Christmas Future – Finding the Christmas Spirit in Recovery

We feel we should be happy at Christmas, there is almost a pressure to feel joy, but don’t expect a feeling of happiness to come on its own. Joseph Addison, the famous eighteenth-century writer, once said: ā€˜Three grand essentials to happiness in this life are: something to do, something to love, and something to hope for.’  So try these suggestions:

  • Plan your days: Christmas can be a period when normal daily structures get suspended and there is more free time. So try to work out in advance how your day might go. Think about doing special things, perhaps helping colleagues who are needy. Plan to set aside time for meditation or prayer.
  • Give to others: not just presents (though that can be nice), but give your time, your affection and your talents, without expecting anything in return.
  • Work on an attitude of gratitude: what is positive about my life, what can I be grateful for right now? Keeping a Gratitude Diary can help you focus on this and keep away negative thoughts.
  • Think about goals for the coming year: what do you want to achieve, what would you like to be doing in a year’s time? Christmas is a time of hope – we can all use a bit of that.
  • Get in touch with family and loved ones: not to tell them how well you are doing but to ask how they are. Remember that all relationships seem to become doubly sensitive at this time – proceed with caution.
  • View any social gatherings with care, especially if alcohol might be involved.  Take prudent steps to ensure that you remain safe – go with an understanding friend or an escape plan if it all gets too much.
  • Replace old self-defeating Christmas traditions (like wrapping presents while drinking a bottle of sparkling wine) with new positive traditions (e.g. going for a walk on Christmas morning).
  • Keep an emotional balance; check yourself each day and if you’re experiencing mood swings or unreasonable feelings of anger, loneliness, anxiety or depression, then do something about it – talk to someone, try to get to a fellowship meeting.

Changing old patterns of behaviour requires specific effort. I have to remind myself each day that I am an addict and I cannot handle emotions well. I have to do something extra each day to make sure that I don’t slip backwards and I have to ask myself each day: is what I want to do today going to keep me emotionally safe? Emotional security depends on vigilance.
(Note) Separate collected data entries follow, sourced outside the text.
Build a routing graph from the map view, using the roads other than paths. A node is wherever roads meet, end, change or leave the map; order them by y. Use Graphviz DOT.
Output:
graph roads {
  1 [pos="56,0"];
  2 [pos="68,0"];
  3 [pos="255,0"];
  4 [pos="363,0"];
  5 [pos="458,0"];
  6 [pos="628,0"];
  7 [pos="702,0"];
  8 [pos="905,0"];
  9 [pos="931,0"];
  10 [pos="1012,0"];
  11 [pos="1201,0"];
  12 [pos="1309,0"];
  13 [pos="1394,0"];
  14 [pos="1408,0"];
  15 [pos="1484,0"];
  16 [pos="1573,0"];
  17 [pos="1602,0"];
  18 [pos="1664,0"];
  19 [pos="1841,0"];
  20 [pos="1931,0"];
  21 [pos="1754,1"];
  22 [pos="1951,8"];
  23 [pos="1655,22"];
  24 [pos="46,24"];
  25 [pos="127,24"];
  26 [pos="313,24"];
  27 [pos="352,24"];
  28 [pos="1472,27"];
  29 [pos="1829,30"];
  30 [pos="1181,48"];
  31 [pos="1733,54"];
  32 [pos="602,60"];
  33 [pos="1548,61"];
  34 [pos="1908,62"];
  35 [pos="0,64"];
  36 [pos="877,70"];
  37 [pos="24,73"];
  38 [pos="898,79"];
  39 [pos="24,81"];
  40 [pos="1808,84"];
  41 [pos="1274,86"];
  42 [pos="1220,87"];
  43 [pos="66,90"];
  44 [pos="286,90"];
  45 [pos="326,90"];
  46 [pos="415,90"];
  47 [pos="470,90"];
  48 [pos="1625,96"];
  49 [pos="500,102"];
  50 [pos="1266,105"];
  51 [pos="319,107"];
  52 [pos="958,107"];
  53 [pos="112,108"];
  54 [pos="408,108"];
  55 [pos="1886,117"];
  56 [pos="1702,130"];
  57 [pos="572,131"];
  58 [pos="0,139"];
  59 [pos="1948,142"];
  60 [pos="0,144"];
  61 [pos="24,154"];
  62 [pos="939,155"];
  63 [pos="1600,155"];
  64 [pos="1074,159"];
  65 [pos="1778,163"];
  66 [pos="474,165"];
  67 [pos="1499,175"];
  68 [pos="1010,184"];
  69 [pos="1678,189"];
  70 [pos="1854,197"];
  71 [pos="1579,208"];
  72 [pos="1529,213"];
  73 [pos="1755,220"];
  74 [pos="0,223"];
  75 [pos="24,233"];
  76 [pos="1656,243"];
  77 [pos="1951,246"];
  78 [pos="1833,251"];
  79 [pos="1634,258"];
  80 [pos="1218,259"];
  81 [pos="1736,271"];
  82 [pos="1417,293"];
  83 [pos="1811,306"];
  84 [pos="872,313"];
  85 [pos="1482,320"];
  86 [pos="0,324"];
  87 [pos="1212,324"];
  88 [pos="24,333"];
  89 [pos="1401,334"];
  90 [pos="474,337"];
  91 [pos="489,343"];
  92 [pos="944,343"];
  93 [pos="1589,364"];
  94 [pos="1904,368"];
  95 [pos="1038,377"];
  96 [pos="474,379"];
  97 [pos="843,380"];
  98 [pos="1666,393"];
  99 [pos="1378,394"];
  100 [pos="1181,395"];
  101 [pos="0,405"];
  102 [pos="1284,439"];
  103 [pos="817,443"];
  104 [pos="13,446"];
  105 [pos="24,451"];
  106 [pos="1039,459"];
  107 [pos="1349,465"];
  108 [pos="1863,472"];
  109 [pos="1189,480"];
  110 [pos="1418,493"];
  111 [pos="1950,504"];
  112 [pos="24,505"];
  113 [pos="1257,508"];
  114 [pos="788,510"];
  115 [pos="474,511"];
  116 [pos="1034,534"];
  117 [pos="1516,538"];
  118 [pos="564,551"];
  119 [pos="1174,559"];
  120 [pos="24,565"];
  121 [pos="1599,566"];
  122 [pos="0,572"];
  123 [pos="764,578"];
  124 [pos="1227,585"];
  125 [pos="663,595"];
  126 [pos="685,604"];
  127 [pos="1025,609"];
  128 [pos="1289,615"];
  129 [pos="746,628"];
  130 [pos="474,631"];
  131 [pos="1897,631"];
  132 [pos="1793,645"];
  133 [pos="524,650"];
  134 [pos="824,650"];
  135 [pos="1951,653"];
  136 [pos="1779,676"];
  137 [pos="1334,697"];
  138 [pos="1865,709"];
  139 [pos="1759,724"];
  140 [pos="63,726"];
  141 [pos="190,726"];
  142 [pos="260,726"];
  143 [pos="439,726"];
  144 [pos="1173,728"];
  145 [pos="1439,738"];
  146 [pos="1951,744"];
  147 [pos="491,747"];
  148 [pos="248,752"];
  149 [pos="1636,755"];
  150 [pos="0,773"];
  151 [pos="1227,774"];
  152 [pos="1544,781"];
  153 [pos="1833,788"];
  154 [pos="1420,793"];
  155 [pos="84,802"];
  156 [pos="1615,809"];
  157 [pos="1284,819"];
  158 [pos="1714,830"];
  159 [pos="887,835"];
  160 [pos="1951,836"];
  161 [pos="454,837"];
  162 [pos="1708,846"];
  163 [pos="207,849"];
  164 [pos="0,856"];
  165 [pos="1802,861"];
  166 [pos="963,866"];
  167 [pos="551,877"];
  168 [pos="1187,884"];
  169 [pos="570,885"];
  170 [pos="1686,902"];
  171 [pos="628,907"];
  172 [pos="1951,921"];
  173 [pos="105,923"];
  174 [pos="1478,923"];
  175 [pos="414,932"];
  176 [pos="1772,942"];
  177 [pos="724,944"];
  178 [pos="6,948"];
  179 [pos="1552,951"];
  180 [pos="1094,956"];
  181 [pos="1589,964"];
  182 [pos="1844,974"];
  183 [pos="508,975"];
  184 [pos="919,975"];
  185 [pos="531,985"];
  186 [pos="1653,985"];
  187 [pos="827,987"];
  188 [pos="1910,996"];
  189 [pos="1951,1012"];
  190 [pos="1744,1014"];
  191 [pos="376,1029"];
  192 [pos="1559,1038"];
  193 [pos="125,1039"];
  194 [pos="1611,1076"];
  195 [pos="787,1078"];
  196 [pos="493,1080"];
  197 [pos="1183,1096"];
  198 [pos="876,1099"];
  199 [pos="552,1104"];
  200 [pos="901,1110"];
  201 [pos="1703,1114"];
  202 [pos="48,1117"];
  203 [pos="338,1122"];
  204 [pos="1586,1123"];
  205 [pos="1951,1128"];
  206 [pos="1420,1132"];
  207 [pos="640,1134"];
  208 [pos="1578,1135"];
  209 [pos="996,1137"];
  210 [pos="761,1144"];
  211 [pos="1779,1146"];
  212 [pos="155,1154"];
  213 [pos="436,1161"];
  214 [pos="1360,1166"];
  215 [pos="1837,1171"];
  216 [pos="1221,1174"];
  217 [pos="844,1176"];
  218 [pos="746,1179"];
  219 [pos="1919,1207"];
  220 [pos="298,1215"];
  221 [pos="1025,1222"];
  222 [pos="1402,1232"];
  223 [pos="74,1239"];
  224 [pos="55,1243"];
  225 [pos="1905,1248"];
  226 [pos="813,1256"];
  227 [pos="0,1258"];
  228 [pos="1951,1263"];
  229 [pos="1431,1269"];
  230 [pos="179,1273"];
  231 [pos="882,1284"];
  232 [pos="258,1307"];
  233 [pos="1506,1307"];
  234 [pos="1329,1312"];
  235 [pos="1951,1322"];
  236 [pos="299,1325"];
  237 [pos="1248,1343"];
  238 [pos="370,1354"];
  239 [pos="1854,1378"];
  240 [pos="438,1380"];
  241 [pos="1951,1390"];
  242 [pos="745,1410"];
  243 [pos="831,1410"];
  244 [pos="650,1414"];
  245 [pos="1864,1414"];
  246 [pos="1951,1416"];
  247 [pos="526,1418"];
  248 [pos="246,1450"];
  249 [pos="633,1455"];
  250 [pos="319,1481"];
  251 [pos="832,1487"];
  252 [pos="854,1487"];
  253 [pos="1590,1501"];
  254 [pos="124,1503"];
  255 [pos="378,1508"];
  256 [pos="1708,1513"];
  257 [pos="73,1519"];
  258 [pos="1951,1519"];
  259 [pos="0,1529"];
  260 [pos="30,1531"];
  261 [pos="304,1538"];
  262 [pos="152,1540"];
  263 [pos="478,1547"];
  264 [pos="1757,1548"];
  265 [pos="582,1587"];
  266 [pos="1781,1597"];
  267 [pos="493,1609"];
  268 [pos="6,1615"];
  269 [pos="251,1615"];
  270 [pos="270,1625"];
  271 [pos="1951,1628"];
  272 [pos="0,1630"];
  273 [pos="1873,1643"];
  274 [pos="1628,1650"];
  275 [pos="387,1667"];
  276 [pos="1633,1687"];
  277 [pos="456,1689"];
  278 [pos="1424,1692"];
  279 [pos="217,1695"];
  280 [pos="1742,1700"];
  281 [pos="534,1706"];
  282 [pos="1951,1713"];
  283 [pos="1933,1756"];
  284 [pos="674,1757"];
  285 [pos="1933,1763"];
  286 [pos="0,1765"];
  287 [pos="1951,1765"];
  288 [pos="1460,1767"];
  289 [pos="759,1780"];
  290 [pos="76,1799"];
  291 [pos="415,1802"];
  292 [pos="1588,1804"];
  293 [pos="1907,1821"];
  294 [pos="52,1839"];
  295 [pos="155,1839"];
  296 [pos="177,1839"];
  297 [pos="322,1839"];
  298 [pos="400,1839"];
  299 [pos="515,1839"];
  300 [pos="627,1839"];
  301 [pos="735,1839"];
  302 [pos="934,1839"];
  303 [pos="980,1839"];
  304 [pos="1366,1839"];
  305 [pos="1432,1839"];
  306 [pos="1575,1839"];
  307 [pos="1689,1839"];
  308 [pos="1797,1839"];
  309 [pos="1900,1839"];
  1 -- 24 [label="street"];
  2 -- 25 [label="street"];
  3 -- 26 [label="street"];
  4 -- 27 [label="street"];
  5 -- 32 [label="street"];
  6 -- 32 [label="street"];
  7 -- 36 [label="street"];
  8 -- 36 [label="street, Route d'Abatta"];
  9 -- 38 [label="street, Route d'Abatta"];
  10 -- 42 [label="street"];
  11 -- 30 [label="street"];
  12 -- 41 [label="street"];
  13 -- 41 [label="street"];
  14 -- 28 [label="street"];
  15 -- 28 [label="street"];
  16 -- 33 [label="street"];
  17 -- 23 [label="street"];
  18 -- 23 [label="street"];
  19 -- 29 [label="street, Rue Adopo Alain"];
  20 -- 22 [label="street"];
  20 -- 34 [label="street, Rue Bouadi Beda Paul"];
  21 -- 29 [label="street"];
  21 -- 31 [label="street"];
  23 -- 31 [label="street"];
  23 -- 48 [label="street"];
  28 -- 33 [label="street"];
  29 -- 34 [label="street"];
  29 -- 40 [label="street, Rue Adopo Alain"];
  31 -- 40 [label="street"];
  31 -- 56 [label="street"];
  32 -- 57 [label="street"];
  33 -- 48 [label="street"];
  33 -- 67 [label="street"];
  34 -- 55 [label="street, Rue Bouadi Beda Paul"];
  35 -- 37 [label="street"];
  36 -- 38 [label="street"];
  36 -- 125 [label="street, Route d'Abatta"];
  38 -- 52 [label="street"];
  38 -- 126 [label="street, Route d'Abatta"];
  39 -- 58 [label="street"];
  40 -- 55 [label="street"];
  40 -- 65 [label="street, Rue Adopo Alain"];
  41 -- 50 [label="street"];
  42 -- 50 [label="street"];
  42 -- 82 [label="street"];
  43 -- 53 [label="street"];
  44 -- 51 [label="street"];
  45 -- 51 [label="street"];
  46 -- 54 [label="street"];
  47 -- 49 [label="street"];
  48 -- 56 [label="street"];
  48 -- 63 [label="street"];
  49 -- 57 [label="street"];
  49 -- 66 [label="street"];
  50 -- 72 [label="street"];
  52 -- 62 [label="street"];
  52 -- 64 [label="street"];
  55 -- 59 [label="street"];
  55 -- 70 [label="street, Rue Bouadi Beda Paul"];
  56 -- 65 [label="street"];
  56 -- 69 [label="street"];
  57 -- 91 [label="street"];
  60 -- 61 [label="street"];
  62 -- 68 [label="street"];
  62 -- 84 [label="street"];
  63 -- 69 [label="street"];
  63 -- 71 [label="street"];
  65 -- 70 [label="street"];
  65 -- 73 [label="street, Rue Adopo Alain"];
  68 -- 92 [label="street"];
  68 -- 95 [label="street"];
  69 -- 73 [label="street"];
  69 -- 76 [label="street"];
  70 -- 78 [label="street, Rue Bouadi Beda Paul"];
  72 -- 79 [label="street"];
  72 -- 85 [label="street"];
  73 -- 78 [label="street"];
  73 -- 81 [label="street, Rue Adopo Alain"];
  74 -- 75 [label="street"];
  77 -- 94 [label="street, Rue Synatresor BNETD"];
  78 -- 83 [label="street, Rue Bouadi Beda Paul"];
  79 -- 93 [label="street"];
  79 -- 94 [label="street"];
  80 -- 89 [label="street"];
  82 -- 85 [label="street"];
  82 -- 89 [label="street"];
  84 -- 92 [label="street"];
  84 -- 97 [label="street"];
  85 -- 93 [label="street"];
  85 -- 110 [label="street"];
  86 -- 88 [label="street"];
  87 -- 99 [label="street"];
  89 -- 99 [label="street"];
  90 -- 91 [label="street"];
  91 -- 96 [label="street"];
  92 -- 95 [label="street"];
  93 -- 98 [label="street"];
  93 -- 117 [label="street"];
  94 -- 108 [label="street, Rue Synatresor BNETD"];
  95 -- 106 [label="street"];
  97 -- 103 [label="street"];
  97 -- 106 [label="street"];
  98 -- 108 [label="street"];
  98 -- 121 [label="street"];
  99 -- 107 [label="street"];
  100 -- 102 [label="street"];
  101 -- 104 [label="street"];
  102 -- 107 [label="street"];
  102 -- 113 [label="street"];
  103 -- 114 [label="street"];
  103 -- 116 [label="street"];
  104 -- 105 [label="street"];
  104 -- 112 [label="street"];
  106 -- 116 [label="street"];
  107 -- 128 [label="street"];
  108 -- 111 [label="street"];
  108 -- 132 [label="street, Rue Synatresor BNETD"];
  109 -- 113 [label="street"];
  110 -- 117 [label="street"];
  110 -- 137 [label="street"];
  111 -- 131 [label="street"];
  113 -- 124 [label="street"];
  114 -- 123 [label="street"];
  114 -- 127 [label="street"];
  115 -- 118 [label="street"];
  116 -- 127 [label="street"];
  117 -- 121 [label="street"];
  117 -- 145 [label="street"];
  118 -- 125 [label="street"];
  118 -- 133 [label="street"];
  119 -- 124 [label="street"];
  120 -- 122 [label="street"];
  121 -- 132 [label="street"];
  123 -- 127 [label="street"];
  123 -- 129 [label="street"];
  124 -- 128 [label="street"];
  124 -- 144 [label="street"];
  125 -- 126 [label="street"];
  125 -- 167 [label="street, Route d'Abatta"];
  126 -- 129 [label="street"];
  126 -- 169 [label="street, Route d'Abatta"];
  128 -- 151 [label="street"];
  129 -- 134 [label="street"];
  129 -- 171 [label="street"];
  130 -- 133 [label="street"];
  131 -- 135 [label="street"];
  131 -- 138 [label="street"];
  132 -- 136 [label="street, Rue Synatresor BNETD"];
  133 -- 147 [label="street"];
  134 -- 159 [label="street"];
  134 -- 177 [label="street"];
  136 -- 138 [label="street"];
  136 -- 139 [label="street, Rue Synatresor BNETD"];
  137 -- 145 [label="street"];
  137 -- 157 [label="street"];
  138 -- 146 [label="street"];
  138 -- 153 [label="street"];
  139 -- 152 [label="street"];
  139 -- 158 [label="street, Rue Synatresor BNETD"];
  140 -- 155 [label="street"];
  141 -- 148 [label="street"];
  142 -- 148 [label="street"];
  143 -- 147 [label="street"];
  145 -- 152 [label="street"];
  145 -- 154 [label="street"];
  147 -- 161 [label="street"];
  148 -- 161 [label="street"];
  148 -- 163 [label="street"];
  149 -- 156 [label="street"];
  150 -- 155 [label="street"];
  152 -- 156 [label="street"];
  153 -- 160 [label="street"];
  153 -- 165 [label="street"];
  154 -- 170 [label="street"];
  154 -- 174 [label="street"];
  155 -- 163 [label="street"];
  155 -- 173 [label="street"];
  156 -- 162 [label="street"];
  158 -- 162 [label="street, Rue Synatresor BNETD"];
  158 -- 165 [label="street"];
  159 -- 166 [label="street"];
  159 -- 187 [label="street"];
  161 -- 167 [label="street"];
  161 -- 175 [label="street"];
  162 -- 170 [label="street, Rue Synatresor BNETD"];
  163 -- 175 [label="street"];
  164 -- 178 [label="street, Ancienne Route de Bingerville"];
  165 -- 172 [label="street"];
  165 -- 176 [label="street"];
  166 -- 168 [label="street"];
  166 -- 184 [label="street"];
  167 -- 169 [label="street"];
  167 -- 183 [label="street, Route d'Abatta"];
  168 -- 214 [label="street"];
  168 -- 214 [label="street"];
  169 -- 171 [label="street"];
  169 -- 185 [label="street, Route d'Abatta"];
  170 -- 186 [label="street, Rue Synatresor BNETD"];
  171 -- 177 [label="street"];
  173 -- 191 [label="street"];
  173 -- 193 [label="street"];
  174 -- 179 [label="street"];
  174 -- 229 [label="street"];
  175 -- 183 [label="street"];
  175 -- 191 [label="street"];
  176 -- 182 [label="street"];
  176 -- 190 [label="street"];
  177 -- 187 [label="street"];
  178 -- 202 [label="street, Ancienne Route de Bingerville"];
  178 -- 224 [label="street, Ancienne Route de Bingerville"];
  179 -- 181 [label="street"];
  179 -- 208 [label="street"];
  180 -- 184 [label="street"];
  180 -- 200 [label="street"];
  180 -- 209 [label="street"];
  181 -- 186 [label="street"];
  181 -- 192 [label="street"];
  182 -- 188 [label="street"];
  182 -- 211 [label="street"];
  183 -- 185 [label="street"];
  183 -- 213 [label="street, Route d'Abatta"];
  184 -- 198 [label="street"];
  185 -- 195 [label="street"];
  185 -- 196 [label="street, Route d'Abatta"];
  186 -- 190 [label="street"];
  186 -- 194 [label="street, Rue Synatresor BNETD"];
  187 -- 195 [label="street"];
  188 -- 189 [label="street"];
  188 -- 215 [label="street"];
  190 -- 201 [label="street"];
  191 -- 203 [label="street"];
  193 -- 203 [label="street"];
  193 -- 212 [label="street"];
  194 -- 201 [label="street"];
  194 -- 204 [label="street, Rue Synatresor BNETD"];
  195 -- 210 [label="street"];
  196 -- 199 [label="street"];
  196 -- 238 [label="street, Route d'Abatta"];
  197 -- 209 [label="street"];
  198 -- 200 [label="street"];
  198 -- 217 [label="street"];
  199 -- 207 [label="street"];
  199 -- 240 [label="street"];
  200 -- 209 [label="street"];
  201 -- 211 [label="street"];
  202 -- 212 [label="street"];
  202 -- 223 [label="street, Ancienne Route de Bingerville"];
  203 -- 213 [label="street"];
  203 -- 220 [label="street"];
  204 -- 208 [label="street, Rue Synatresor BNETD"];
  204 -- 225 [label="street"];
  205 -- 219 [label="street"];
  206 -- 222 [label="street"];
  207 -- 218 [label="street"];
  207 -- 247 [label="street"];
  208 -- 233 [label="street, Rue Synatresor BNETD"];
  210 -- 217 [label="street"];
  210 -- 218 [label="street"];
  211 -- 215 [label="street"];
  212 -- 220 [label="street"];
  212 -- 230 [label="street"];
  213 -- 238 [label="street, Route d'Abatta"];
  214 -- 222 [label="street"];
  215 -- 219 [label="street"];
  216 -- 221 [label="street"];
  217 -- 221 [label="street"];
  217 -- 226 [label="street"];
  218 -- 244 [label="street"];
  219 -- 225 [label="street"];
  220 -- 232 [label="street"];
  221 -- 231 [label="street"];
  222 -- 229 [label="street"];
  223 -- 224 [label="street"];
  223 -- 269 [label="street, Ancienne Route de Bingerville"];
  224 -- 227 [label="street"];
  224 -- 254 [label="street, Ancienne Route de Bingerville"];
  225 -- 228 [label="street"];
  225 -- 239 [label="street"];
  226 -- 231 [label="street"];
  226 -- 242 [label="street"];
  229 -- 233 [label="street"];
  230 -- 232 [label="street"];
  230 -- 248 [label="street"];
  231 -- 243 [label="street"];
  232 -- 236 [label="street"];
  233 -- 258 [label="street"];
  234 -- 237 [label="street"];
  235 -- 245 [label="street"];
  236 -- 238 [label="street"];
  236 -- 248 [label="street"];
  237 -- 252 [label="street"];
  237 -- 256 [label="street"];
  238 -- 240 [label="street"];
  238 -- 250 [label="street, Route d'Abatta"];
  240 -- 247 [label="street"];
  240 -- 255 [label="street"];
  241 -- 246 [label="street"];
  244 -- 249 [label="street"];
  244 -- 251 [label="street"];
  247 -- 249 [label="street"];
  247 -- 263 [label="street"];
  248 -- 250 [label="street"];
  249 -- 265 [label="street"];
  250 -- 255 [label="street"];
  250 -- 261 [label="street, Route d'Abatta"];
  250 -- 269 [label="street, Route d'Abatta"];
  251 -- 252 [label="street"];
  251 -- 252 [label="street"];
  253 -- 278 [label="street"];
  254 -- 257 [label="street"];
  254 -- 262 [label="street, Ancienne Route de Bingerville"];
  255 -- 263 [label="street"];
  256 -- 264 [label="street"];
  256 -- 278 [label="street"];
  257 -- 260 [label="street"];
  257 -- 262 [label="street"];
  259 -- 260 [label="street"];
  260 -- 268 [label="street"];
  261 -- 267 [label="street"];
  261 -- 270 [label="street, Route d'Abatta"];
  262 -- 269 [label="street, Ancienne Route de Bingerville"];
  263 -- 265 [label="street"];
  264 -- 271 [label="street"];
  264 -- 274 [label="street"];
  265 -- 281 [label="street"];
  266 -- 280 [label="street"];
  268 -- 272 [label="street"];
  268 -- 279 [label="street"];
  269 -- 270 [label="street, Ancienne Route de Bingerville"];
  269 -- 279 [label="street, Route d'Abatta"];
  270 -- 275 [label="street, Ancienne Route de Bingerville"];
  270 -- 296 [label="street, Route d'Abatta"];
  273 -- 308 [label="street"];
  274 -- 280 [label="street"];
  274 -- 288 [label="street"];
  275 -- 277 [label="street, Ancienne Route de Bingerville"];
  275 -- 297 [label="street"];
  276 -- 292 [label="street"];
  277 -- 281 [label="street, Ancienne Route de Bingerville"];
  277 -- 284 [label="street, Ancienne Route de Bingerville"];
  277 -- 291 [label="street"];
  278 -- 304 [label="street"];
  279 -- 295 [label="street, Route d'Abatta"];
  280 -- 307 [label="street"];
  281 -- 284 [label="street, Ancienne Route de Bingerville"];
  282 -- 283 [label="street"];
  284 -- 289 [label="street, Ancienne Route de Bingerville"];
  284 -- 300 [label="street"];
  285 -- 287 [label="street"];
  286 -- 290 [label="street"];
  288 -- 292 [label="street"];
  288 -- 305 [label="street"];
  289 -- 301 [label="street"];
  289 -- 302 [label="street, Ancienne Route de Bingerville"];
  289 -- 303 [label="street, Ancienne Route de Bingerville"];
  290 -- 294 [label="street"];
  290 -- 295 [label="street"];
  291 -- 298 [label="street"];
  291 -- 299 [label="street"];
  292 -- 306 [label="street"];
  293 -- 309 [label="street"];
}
Doing nothing is not an option, especially at Christmas. 

Words from Charles Dickens

If you start taking positive action this Christmas,  you will remember it as the moment when you began to change, as Ebenezer Scrooge did (in the book ā€˜A Christmas Carol’  by Charles Dickens) – I commend to you the final paragraph of that uplifting and enjoyable work:

ā€˜He (Scrooge) had no further intercourse with Spirits, but lived upon The Total Abstinence Principle ever afterwards; and it was always said of him, that he knew how to keep Christmas well, if any man alive possessed the knowledge. May that be truly said of all of us!’

As an example of changing attitudes, ā€˜A Christmas Carol’ takes some beating. Why not read it this Christmas? I finish with its final words: ā€˜And so, as Tiny Tim observed, God bless us, every one!’